State only how many lines below include the word "tools".
*** Opening PROVIDED DATA ***
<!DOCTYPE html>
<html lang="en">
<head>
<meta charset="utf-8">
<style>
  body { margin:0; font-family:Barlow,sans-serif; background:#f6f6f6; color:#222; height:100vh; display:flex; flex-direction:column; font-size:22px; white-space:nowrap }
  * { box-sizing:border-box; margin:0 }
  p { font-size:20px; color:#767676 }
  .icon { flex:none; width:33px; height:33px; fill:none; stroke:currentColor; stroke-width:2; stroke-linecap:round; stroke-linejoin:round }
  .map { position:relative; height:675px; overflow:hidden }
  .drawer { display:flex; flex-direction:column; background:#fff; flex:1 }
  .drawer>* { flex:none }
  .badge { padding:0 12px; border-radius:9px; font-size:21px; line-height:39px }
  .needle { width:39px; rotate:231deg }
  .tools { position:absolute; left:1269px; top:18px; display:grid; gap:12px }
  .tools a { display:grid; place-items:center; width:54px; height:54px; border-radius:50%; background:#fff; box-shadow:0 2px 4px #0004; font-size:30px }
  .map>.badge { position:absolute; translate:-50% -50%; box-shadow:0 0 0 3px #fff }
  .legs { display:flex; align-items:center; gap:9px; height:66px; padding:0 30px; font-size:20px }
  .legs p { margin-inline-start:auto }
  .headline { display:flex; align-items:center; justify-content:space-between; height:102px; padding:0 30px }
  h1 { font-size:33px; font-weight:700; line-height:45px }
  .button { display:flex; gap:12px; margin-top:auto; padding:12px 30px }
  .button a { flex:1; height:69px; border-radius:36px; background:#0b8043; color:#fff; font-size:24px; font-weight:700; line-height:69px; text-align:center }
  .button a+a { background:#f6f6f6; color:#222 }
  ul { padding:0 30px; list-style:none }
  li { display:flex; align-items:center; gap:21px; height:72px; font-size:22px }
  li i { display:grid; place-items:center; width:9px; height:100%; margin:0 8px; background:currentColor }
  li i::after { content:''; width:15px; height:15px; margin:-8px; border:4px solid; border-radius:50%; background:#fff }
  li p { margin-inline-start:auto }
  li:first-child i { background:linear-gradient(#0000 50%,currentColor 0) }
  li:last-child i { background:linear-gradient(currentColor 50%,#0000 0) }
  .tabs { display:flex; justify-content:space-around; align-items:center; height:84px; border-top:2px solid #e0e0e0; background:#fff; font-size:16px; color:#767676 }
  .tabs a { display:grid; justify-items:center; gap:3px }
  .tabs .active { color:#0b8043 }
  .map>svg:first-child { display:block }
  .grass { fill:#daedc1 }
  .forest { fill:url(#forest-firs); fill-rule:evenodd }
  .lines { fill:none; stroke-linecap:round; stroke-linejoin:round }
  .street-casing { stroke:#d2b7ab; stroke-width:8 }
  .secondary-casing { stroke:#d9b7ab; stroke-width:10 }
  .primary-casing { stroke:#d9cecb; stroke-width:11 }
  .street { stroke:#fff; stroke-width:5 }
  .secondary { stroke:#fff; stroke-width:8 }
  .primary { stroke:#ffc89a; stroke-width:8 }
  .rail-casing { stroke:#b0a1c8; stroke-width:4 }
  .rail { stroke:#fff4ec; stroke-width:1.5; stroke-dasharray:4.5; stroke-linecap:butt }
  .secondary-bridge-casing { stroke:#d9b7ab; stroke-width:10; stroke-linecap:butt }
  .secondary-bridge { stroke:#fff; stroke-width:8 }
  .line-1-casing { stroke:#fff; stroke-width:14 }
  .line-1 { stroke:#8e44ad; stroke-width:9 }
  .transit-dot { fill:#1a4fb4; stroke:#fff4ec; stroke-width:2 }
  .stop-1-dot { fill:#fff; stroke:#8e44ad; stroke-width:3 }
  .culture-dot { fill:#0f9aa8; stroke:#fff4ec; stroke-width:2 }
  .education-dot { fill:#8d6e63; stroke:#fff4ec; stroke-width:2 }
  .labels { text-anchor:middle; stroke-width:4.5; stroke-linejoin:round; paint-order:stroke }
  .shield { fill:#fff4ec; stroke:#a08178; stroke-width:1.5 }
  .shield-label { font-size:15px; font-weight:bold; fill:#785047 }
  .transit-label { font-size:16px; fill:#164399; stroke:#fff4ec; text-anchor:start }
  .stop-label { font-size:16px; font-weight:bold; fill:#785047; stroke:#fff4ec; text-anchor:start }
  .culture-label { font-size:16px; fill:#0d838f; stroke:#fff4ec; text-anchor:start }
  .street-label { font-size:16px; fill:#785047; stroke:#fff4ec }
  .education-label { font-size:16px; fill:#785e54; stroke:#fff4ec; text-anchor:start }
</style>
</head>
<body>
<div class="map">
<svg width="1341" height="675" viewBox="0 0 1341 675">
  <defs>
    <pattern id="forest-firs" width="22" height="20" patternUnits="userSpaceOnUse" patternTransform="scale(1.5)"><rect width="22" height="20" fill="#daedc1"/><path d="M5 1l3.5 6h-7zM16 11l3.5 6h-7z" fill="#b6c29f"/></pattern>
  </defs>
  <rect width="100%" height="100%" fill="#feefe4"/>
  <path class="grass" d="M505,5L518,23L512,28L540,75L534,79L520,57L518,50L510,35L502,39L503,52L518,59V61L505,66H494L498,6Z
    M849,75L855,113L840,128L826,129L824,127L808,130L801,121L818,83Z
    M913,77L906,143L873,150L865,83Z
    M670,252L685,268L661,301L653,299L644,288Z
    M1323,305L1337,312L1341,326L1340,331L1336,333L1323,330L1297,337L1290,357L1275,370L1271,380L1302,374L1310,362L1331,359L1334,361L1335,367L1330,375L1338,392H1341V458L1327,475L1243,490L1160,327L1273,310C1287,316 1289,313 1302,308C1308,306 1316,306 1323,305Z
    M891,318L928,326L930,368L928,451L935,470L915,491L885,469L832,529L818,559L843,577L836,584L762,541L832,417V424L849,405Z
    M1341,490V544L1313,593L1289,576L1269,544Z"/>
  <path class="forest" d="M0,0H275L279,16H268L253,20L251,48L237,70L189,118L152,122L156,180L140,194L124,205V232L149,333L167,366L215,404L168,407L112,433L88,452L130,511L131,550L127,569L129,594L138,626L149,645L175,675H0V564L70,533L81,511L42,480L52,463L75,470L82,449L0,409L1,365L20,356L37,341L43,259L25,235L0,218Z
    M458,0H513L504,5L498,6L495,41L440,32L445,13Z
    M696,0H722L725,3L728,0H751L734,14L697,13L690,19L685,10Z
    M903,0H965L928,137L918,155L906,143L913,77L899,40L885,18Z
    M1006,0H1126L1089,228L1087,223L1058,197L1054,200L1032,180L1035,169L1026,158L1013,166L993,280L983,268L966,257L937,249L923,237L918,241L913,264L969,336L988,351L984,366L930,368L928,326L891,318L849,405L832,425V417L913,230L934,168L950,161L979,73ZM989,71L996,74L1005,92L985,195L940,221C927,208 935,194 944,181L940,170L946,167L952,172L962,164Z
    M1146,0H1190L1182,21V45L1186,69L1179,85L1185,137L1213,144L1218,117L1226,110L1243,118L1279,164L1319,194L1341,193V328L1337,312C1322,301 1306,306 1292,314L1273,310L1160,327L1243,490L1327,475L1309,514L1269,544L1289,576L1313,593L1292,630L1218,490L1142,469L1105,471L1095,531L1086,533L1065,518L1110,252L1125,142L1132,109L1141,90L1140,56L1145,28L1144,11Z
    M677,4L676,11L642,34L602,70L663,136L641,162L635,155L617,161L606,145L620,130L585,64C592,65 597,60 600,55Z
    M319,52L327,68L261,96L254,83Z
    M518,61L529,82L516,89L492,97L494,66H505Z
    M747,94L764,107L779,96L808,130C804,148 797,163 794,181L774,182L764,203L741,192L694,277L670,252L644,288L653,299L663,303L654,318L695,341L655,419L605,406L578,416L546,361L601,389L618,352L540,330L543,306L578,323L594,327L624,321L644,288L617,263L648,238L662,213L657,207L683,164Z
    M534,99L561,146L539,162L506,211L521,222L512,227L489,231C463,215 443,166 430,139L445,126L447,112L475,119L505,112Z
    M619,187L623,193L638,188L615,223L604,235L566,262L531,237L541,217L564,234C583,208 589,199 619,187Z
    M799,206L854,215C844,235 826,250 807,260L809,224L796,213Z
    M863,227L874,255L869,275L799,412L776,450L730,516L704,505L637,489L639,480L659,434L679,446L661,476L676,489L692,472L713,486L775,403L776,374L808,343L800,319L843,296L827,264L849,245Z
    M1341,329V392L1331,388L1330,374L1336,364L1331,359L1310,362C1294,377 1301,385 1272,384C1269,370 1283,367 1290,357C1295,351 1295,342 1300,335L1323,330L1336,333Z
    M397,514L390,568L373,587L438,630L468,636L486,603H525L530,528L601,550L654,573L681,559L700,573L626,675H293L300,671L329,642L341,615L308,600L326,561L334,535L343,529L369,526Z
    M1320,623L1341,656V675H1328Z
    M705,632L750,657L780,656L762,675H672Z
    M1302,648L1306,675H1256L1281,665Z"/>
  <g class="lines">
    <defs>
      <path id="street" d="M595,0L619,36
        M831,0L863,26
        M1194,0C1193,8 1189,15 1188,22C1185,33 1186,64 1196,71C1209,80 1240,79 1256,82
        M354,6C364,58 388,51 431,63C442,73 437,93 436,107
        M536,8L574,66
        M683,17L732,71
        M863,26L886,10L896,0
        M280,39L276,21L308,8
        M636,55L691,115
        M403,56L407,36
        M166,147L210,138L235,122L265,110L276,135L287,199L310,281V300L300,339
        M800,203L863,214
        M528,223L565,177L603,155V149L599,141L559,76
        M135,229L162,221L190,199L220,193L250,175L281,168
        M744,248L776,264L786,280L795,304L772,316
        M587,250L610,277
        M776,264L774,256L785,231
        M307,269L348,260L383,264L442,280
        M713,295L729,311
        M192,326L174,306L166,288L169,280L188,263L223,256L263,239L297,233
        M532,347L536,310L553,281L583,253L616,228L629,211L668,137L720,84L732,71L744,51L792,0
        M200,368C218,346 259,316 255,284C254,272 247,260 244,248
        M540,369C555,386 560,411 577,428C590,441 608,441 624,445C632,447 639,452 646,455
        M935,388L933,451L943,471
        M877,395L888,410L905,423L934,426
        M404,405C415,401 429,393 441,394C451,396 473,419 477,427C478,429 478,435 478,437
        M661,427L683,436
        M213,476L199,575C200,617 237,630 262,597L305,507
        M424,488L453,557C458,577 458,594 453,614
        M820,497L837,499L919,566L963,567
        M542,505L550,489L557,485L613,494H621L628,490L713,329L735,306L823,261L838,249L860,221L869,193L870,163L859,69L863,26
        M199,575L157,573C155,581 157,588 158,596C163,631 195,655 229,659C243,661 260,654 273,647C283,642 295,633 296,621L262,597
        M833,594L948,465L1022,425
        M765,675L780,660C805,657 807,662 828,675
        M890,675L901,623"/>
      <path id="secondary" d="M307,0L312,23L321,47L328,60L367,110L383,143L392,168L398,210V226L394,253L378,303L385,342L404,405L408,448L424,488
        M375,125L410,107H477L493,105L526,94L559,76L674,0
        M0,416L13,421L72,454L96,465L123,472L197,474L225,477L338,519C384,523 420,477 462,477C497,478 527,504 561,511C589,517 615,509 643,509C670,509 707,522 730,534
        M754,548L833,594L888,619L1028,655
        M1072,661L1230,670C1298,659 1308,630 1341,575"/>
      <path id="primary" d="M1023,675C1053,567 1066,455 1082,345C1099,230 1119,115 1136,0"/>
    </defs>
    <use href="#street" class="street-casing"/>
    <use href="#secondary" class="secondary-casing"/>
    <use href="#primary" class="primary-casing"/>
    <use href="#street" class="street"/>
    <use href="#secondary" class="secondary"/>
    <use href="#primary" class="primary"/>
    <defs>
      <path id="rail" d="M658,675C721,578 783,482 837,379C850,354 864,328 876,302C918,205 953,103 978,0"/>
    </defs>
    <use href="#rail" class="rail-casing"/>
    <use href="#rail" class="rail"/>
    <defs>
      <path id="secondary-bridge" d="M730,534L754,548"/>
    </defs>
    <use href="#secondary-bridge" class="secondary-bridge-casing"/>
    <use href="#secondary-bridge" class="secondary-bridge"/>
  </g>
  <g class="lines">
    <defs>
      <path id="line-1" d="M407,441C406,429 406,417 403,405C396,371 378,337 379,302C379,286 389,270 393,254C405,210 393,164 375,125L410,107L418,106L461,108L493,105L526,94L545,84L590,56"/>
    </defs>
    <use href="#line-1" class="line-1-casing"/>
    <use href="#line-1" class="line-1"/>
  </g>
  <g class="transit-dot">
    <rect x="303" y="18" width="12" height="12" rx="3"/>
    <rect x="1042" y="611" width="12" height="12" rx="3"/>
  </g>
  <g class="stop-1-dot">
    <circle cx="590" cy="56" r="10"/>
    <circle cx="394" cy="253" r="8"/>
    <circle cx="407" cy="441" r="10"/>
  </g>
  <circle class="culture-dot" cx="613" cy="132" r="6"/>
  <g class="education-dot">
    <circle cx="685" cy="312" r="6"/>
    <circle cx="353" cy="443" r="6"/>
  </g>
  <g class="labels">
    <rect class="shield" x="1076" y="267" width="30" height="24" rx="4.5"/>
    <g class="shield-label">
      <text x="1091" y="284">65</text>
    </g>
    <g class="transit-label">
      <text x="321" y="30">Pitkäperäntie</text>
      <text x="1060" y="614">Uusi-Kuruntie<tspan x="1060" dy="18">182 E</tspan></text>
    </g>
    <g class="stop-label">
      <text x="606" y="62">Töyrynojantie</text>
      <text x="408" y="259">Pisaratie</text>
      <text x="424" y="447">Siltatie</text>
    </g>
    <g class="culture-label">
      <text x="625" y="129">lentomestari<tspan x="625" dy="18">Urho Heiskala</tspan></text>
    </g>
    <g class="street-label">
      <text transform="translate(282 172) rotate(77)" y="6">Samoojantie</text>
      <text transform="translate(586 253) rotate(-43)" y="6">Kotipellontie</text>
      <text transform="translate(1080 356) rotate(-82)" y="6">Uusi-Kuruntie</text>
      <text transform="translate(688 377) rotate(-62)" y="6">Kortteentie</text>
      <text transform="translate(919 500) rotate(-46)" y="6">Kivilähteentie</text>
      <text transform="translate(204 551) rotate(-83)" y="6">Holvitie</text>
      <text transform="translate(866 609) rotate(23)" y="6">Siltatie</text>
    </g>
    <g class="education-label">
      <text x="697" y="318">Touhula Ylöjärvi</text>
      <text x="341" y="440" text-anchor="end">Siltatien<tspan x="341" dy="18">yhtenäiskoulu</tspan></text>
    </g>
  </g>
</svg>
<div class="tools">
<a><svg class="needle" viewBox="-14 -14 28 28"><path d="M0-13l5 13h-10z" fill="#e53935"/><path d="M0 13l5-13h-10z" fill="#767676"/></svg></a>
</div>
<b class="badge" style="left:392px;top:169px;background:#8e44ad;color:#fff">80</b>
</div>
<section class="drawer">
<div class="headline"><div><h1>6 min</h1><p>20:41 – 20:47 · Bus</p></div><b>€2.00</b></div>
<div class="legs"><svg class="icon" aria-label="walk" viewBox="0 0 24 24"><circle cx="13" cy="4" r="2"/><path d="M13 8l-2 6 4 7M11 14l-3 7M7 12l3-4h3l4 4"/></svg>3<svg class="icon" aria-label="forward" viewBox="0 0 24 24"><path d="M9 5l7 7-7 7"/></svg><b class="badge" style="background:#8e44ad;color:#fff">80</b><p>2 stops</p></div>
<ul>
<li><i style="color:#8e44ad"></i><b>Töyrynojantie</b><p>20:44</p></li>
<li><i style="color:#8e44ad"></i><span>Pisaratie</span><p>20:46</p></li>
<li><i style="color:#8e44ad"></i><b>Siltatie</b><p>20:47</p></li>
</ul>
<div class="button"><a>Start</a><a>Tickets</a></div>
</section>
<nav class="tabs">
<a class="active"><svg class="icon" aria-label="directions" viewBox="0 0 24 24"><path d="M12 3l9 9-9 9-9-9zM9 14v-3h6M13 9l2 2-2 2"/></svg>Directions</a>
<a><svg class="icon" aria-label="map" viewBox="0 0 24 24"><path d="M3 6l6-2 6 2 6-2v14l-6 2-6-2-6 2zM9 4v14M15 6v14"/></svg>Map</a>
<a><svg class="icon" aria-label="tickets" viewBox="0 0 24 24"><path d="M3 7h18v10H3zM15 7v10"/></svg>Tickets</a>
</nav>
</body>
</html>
*** Closing PROVIDED DATA ***
• TASK RESULT: 3